The company works regularly with Aussie beta testers for its devices, since Australia and home country Sweden are surprisingly similar in their quick uptake of super-fast 4G networks. Whirlpool users are big fans of Dovado, and reps from the Swedish team post there regularly to help customers and look for feedback on potential features and updates.

Dovado actually recently added support for its first LTE-Advanced 300Mbps mobile broadband modem, not too long after it became available down under, by testing with a select group of Aussie early adopters. To put that in perspective, the most recent modem supported is 10,000 times faster than the first mobile broadband dongles — that's one hell of a speed boost.

I've used SpotBoost quite a lot in the past fortnight, testing out the Tiny AC, and combined with the router's other network features it makes for a genuinely useful and versatile setup for your home or business. I'll be writing a full review of the Dovado Tiny AC soon, so stay tuned. [Dovado]


Comments

    Eagerly awaiting on the release date, WirelessGear claims they will have it soon

    Dovado do some cool stuff. Been using their routers for 3G / 4G installations for a while. Rock solid and not expensive.

    TP-Link have had a router for years that connects to your cable or adsl modem and to 3g network via usb dongle with sim card and can be configured to switch either way if there is a failure.

      Many devices do, what seperate this one is being able to connect to third style of fail over, the example given in the article is your neighbours wireless. (With permission ofcourse)

      Or public wifi, with you only having to have your computer/laptop/tablet connected physically or wordlessly to the Dovado router.

    Nothing special really, its been competing with this for years.

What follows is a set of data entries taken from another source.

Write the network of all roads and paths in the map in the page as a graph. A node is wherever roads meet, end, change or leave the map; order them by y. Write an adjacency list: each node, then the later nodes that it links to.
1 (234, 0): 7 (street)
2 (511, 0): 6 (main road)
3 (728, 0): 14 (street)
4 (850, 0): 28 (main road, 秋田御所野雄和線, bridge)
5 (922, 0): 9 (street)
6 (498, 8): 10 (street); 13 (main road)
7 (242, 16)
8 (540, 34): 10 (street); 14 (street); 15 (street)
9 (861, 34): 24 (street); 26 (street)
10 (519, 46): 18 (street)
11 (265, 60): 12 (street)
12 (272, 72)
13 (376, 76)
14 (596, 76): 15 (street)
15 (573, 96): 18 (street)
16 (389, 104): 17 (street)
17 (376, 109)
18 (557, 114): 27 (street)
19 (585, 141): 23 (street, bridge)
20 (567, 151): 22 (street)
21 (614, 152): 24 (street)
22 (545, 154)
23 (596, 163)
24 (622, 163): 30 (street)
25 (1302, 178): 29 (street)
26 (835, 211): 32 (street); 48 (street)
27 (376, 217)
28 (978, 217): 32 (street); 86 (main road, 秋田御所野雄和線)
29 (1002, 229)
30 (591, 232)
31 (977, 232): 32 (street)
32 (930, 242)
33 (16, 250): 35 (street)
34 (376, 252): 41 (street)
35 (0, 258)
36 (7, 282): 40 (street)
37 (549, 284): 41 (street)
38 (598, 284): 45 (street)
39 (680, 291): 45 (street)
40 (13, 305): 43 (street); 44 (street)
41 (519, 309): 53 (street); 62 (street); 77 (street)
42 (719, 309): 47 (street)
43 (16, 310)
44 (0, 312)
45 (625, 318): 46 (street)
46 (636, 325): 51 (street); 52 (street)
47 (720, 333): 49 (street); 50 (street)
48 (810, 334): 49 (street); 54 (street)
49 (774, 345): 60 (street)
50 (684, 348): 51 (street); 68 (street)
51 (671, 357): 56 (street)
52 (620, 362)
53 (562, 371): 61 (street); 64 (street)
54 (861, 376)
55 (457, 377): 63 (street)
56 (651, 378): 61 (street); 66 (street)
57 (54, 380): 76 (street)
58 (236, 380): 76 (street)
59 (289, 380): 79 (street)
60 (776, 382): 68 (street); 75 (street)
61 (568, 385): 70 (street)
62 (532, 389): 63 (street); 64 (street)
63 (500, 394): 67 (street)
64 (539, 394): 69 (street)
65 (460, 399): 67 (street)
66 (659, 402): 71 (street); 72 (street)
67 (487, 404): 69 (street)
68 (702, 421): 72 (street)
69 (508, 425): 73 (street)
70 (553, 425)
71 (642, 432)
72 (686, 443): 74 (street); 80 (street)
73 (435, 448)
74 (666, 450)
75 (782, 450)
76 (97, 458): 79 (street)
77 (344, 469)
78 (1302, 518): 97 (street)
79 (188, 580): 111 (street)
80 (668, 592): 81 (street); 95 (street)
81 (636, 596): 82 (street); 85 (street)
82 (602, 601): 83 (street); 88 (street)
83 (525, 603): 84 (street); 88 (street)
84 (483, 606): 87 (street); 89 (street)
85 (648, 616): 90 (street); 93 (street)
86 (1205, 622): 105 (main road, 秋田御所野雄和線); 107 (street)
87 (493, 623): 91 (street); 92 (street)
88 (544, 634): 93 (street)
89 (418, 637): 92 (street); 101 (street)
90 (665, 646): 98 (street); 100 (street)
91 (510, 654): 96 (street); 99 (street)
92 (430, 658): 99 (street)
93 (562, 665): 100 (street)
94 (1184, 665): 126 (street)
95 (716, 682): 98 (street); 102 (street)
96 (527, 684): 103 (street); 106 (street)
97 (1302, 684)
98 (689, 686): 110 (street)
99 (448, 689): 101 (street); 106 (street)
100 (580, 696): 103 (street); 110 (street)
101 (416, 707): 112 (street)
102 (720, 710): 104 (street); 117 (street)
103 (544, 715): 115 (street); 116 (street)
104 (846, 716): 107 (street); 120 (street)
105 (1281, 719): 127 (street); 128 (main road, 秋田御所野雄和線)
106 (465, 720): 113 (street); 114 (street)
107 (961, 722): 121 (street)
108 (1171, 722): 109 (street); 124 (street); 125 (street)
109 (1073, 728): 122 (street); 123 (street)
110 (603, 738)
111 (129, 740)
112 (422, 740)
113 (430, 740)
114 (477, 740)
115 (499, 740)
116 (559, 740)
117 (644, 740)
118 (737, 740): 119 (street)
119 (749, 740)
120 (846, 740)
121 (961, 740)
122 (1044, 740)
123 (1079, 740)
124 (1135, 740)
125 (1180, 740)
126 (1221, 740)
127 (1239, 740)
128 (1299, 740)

    http://ofmodemsandmen.com/index.html

    my demo unit works just fine!

    What's wrong with just buying a regular Cisco router for $50 on ebay and configuring multiple default paths with differing administrative distance?
    I have a similar setup to what this router offers, at home, using a Cisco 1841 I purchased for $30 on ebay, plus a $10 ADSL2+ router acting as an Ethernet bridge (PPPoE handled by the Cisco router), a USB LTE/4G modem for $20 (plugged in to a $10 USB Ethernet adapter with built-in OS and a $5 AC-powered USB hub to power them both) and an old Linksys WRT45G that can be had on ebay for about $30 now, acting as an AP bridge to neighbouring houses as failover.
    Total materials cost: $105, draws about 100w of power and takes up three power sockets.
    Total time to plan, build and configure was about four hours. Technician @ $30/hour = $120.
    Total cost: $225.

    If this Dovados router costs less than $200, it'll be a bargain for consumers that don't know the difference between 802.11 and Ethernet.

    Is there such a thing as a device that, rather than providing a failover like this does, actively combines multiple connections for increased speed? I thinks there is (was?) some software to do this but it only works on one PC at a time, not a whole network.